::: SOURCE DATA
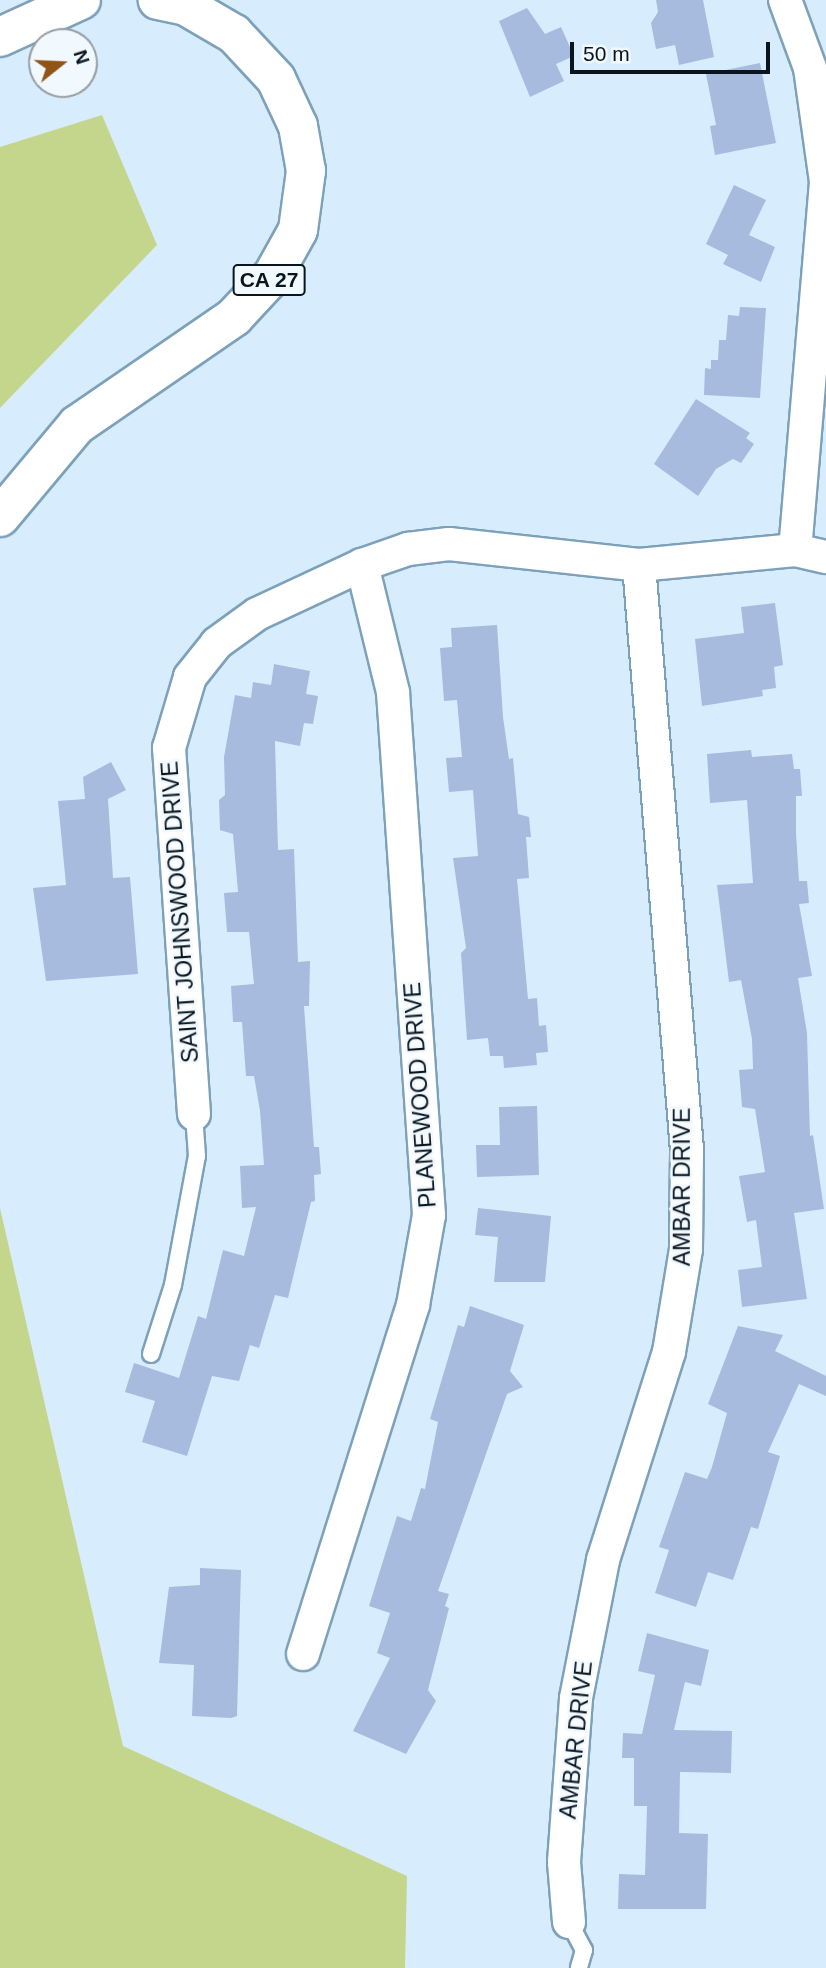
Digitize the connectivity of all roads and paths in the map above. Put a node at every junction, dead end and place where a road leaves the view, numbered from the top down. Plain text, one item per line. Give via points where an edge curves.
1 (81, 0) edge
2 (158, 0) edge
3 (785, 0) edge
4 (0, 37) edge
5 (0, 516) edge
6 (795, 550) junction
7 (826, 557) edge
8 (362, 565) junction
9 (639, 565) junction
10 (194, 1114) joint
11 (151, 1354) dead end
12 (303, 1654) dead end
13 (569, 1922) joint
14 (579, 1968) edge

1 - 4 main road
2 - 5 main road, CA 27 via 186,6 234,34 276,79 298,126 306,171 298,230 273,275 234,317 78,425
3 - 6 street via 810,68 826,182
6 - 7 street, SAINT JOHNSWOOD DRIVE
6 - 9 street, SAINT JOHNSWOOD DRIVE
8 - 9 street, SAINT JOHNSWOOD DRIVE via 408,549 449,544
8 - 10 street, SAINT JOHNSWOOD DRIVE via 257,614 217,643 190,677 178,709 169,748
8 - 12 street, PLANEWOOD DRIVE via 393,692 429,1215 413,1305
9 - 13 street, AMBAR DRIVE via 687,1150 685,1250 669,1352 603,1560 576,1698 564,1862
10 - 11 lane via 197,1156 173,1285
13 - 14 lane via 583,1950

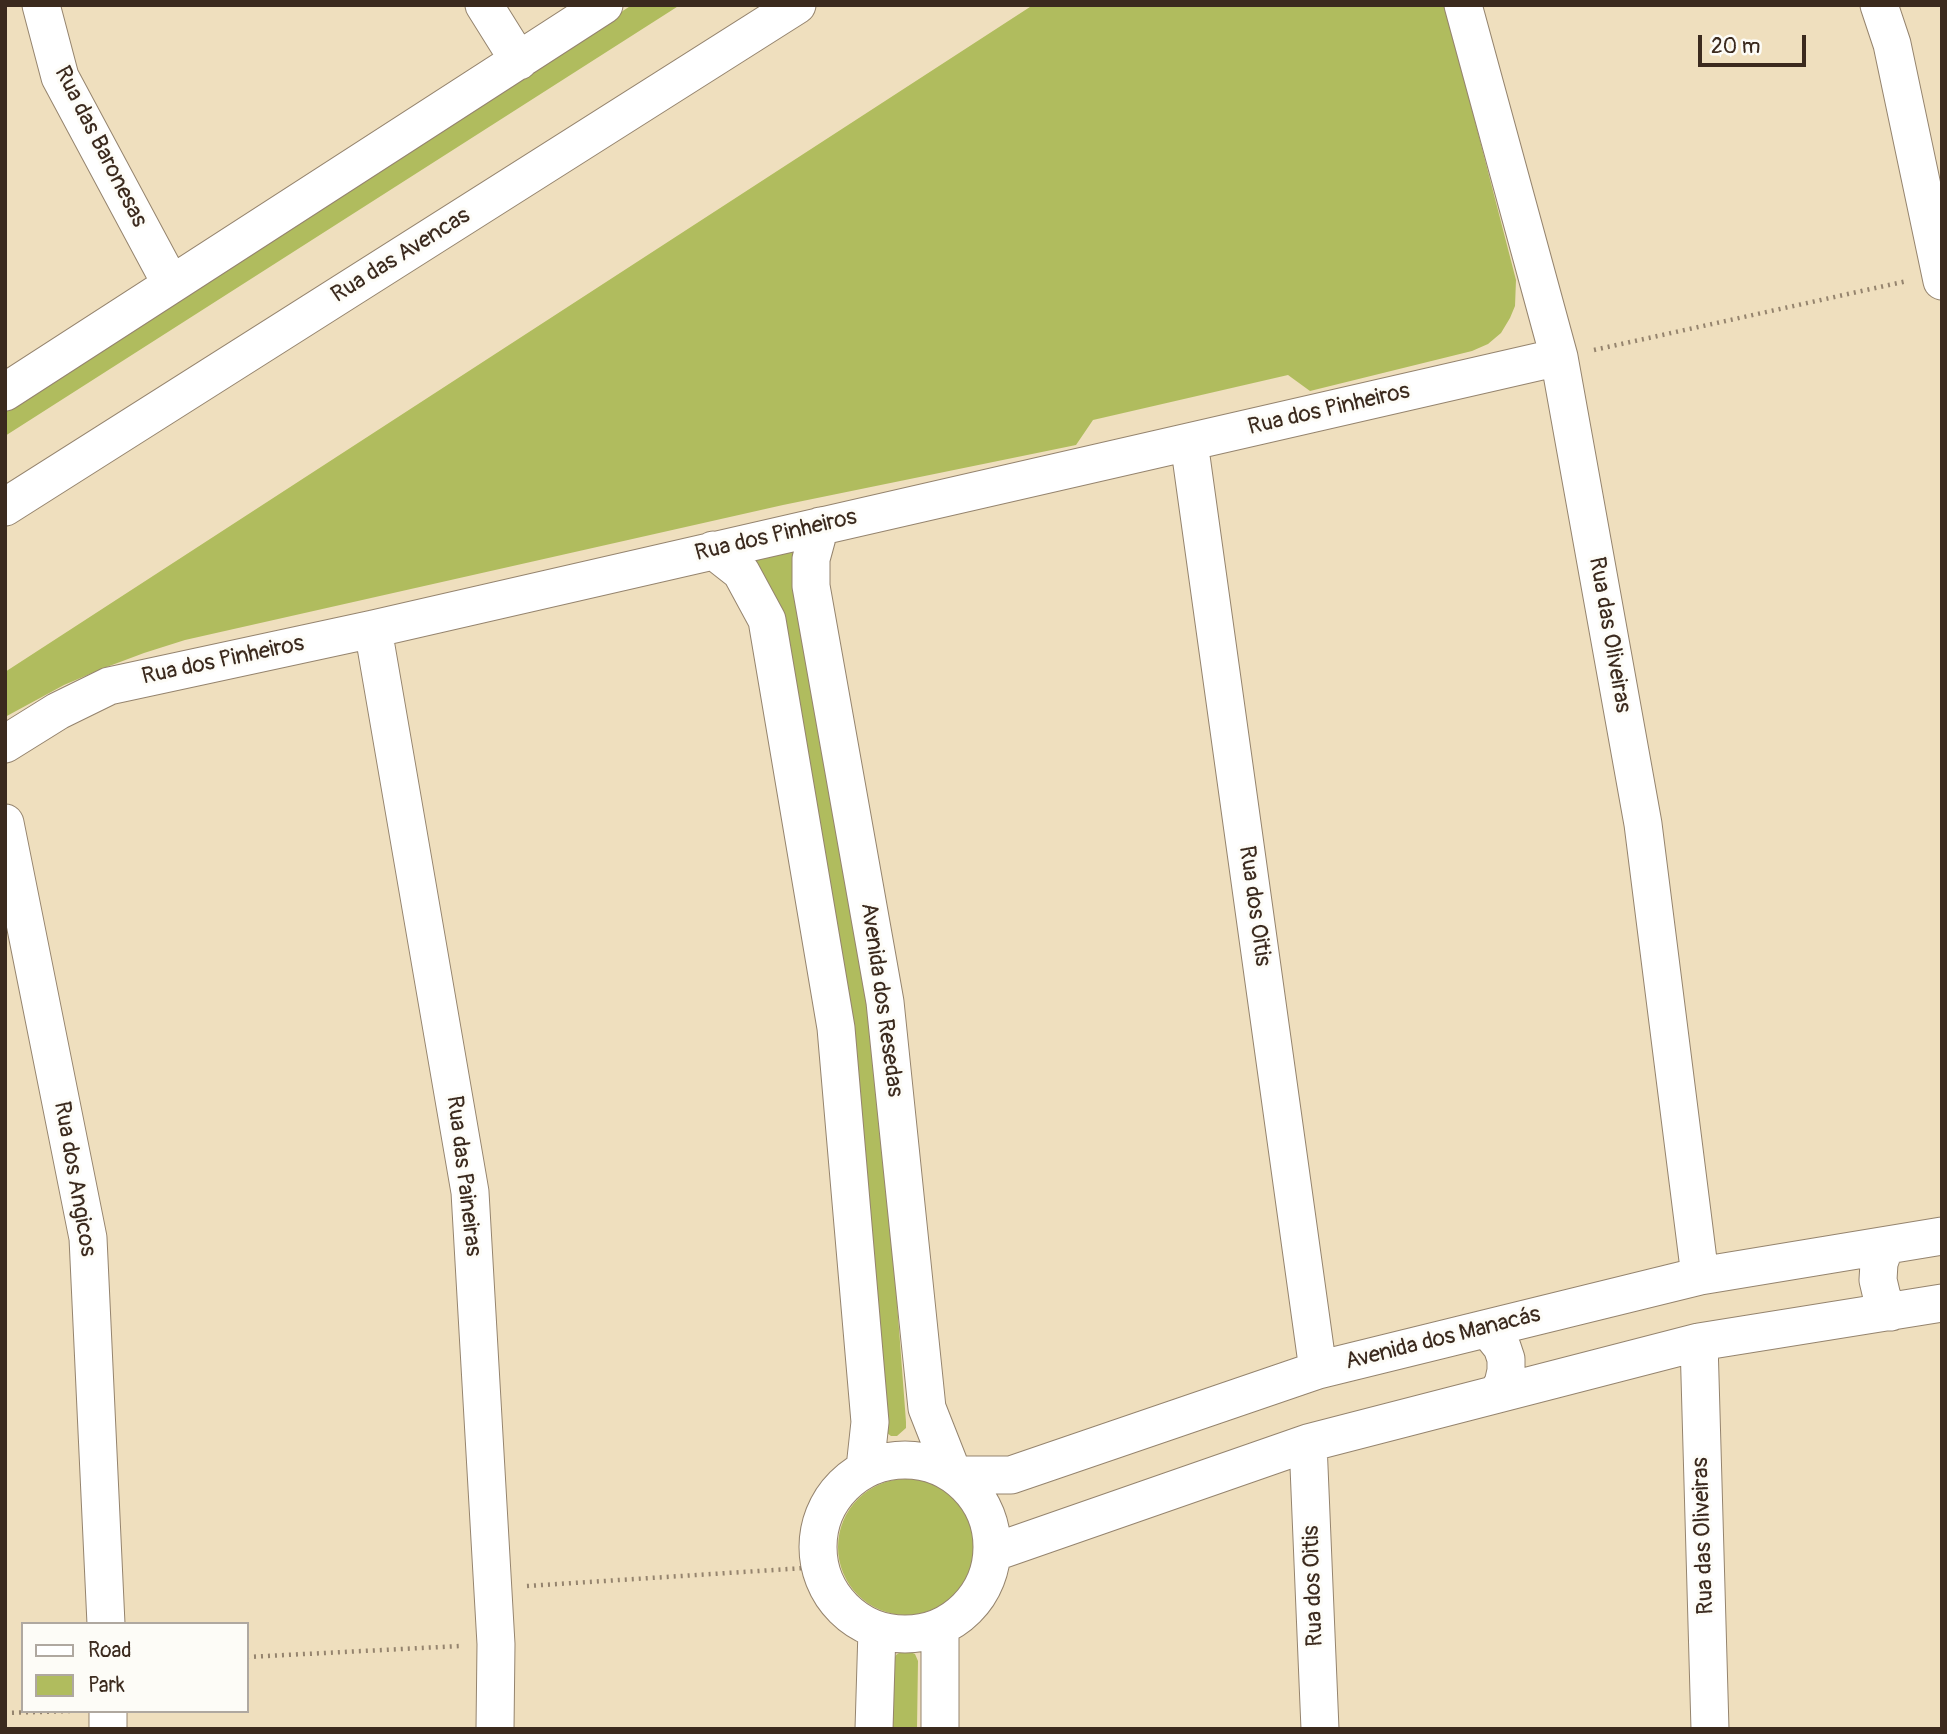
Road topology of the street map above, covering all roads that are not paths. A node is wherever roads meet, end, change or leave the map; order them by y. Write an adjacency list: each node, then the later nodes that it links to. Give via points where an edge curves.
::::::
::: SOURCE DATA
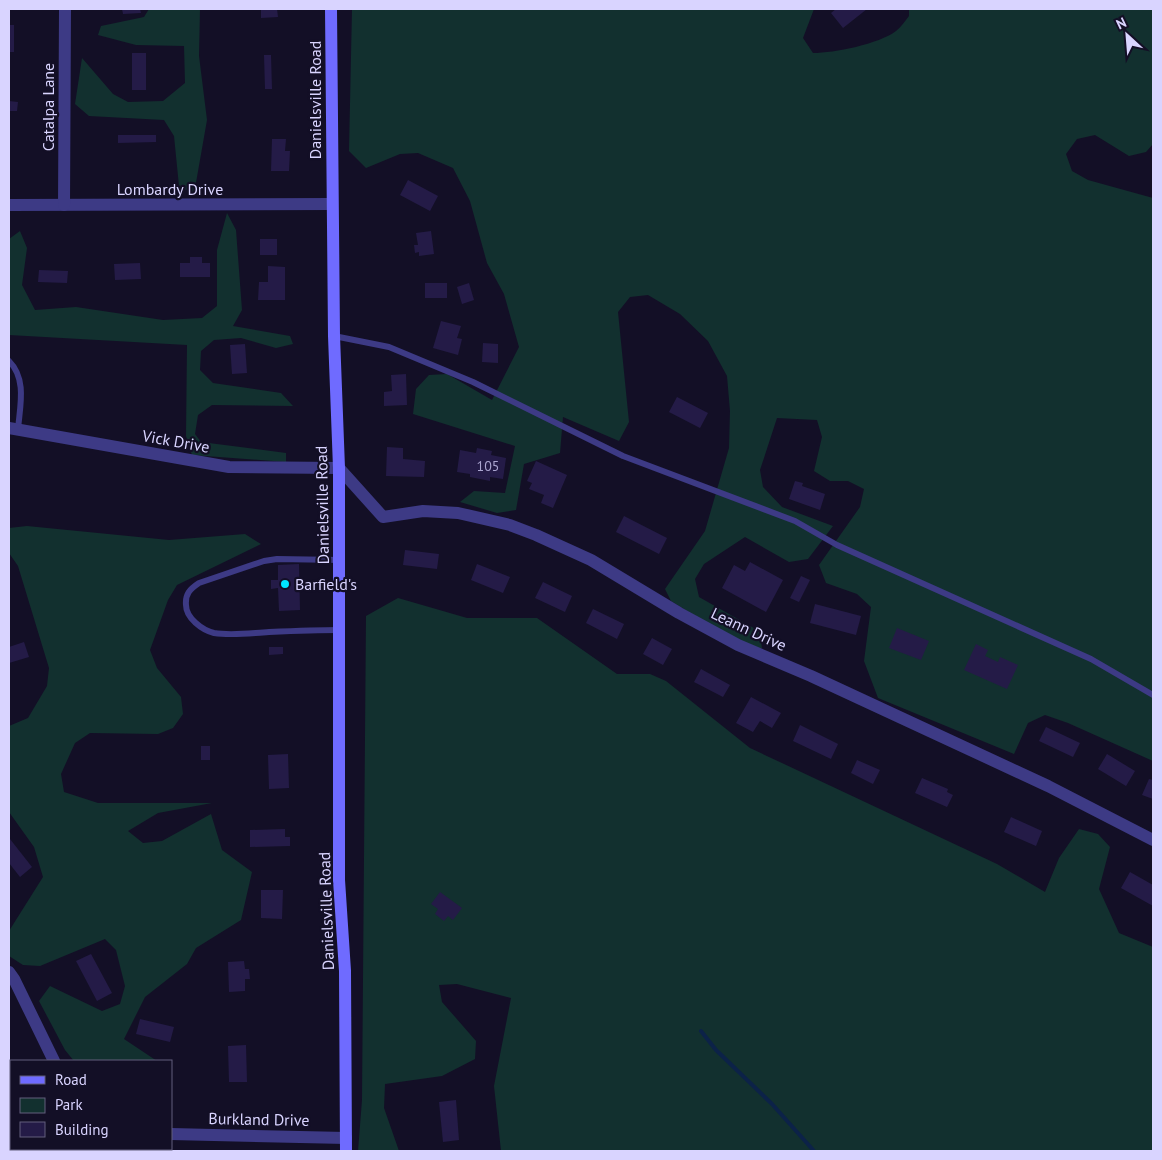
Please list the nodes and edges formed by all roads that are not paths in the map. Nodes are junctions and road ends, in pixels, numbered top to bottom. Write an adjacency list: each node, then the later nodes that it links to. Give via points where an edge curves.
::::::
::: SOURCE DATA
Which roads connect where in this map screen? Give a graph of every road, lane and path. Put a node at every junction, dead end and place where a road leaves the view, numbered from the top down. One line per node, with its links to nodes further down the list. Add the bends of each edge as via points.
::::::
Exactly how many lines in the listing above hold the string "adjacency"? State the number by itself.

2